Figure 3—figure supplement 1. Extrinsic determinant for the localization of ZitP and CpaM.

(A) Epifluorescence (Dendra2) and Nomarski (DIC) images depicting the localization of Dendra2-ZitP and Dendra2-CpaM variants in asynchronious ΔzitP or ΔcpaM cells, respectively. We induced expression of Dendra2 fusions expressed from the xylose-inducible P_xyl promoter on a plasmid integrated at the chromosomal xylX locus. Scale bars: 1 µm. (B) Subcellular localisation of Dendra2-ZitP in the ΔcpaM mutant. Cells were imaged in epifluorescence (GFP channel) and bright field mode (DIC). We induced expression of Dendra2-ZitP from P_xyl on plasmids integrated at the chromosomal xylX locus by the addition of xylose 4 hours before imaging. Scale bar: 1 µm. (C) (D) Quantification of Dendra2-ZitP (C) or Dendra2-CpaM (D) localization states (diffuse, monopolar or bipolar) in WT or polarity mutants cells. Dendra2 fusions were expressed from the xylose-inducible P_xyl promoter on a plasmid integrated at the chromosomal xylX locus. The total cell count (n) for each strain is shown above related stacked bars. Values are expressed in percentage of whole cell population.

DOI: http://dx.doi.org/10.7554/eLife.18647.008

Figure 3—figure supplement 2. ZitP and CpaM polar localization by PALM.

(A) PALM images of ZitP or CpaM localization in ΔzitP and ΔcpaM cells, respectively. We induced expression of Dendra2-fusions from the xylose-inducible P_xyl promoter on a plasmid integrated at the chromosomal xylX locus by the addition of xylose 3 hours before imaging. Scale bars: 0.5 µm. (B) PALM images of CpaM localization in WT and ΔzitP cells. We induced expression of Dendra2-fusions from the xylose-inducible P_xyl promoter on a plasmid integrated at the chromosomal xylX locus by the addition of xylose 3 hours before imaging. Scale bars: 1 µm. (C) ZitP localization, with zoomed images of poles in WT and ΔpopZ::Ω cells. Scale bar 0.5 µm.

DOI: http://dx.doi.org/10.7554/eLife.18647.009

Figure 3—figure supplement 3. Tandem affinity purification of ZitP.
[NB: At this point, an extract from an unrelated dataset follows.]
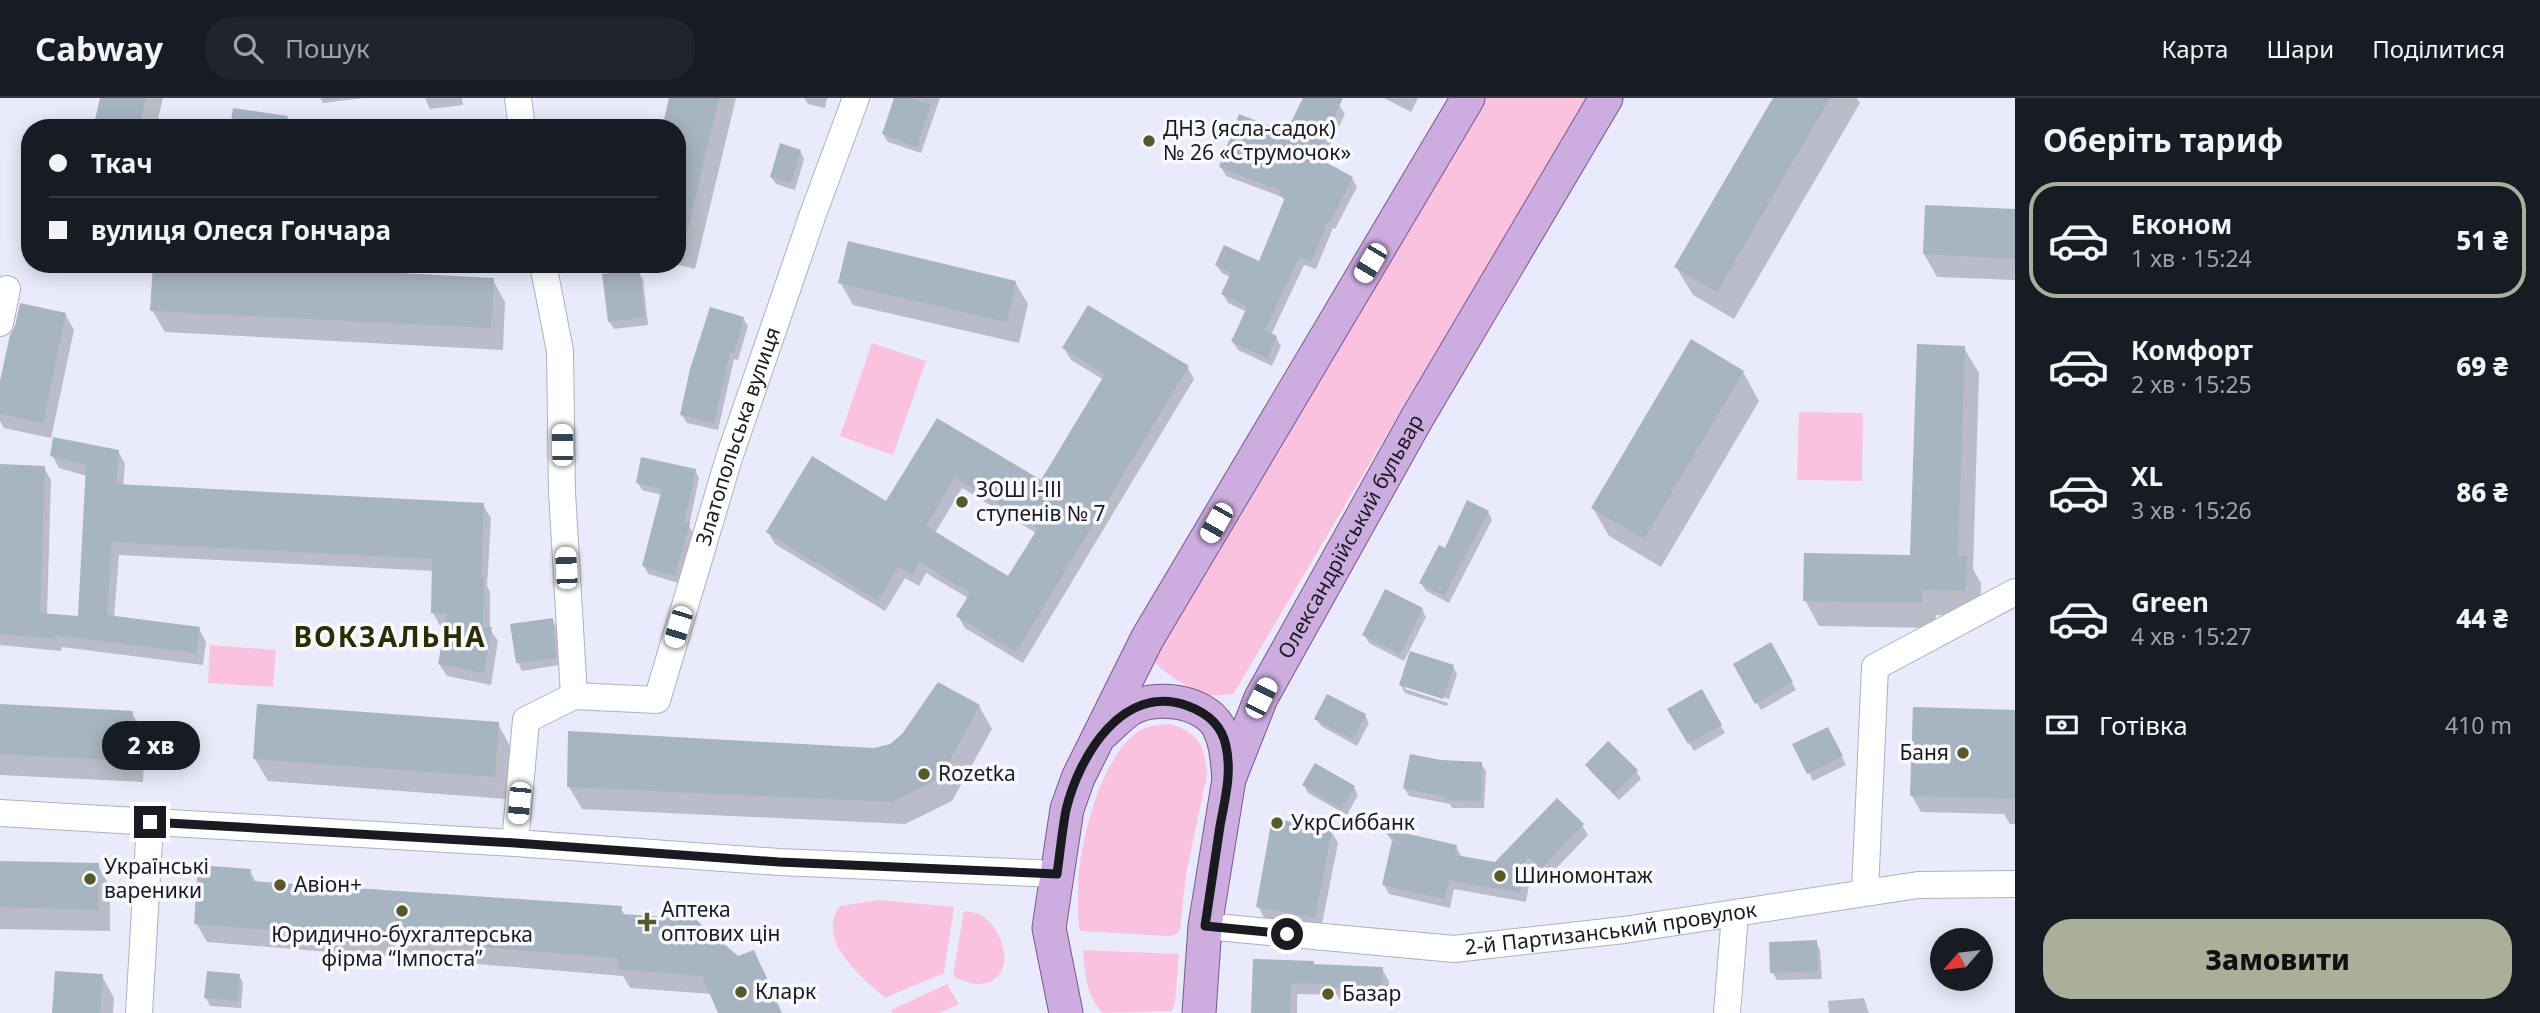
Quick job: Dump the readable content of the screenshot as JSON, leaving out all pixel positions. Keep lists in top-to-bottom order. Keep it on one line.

Tandem affinity purification (TAP) performed on WT cell extracts bearing an empty pCWR512 plasmid (control) or the P_van-zitP-TAP plasmid. After electrophoresis of TAP extracts, the gel was silver-stained as guided by the manufacturer (SilverQuest, Invitrogen). Arrows indicate bands that were extracted and sent for mass spectrometry analyses. They indicate as well the main identified proteins.
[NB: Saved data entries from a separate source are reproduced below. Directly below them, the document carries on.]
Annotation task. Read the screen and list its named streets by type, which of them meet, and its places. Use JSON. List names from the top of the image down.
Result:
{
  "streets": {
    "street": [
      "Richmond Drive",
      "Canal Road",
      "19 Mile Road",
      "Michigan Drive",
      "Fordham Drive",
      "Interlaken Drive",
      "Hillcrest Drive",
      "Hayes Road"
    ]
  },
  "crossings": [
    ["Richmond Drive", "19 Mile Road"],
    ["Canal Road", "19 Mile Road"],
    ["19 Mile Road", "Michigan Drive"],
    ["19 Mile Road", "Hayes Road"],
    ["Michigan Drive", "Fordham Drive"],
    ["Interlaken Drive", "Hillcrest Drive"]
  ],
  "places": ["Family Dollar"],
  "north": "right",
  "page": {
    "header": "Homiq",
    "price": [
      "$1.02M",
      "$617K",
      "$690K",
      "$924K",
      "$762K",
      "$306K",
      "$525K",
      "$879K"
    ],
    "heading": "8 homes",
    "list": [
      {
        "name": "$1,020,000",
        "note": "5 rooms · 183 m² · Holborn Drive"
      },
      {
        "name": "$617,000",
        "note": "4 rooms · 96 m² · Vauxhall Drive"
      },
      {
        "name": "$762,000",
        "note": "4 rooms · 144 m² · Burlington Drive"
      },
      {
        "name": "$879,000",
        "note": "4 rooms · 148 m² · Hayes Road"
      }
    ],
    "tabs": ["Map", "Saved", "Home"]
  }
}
DOI: http://dx.doi.org/10.7554/eLife.18647.010

Figure 3—figure supplement 4. CpaE localization in ΔzitP and ΔcpaM mutant cells.

(A) Epifluorescence (YFP-CpaE) and Nomarski (DIC) images depicting the localization of the pilus component CpaE N-terminally fused to YFP expressed form the native cpaE locus (yfp-cpaE) in WT, ΔzitP and ΔcpaM cells. The scale bars represent 1 µm. (B) Quantification of YFP-CpaE localization profile (diffuse, monopolar or bipolar) in the aforementioned strains. The total cell count (n) for each strain is shown above related stacked bars. Values are expressed in percentage of whole cell population.
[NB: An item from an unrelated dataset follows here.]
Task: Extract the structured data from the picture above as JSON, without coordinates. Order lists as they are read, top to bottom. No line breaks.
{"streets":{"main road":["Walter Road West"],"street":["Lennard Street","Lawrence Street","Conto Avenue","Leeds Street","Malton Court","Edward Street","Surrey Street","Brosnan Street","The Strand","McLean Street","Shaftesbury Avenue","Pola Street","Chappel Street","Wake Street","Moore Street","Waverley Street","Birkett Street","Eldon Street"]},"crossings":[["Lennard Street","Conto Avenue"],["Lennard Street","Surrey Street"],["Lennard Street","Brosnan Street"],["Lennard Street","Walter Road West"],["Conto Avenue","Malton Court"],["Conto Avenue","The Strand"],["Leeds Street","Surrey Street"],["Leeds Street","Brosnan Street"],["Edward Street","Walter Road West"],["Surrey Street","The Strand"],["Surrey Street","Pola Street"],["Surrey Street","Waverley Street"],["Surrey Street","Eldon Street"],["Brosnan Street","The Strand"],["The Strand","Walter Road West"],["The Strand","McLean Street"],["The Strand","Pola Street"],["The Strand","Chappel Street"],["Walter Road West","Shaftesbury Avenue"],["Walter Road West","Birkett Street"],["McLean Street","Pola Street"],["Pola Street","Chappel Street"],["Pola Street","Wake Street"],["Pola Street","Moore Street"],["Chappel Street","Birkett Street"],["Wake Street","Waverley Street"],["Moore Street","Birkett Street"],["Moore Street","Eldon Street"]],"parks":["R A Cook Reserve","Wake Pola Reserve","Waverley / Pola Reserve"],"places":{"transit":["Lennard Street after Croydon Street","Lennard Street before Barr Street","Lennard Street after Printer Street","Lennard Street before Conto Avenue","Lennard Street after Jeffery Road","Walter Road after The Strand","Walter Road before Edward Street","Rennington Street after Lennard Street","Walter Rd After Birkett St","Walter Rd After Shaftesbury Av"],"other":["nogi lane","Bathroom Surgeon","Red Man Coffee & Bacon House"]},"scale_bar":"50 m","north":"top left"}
DOI: http://dx.doi.org/10.7554/eLife.18647.011

Figure 3—figure supplement 5. Quantitative analysis of ZitP cluster shape and area.

(A) Measurement of polar cluster area. Automated clustering of Dendra2-ZitP localization using DBSCAN. Red dots, identified clusters; black crosses, low-density localizations outside of polar clusters. (B) Image processing operations for area measurement. Identified clusters (i) were converted to a binary image (ii) which was then processed via morphological closing (iii) to make the cluster area measurement less sensitive to noise and molecule sampling rate. (C) Measured circularity, solidity and eccentricity of WT stalked pole, WT other (swarmer) pole and polar foci in ΔpopZ::Ω cells. (D) Measured area of WT stalked pole, WT other (swarmer) pole and polar foci in ΔpopZ::Ω cells compared to the observed area of simulated zero-area clusters. Observed zero-area cluster size is non-zero due to experimental noise. Stars indicate statistical significance: n.s, p>0.05; *p<0.05; **p<0.01; ***p<0.001.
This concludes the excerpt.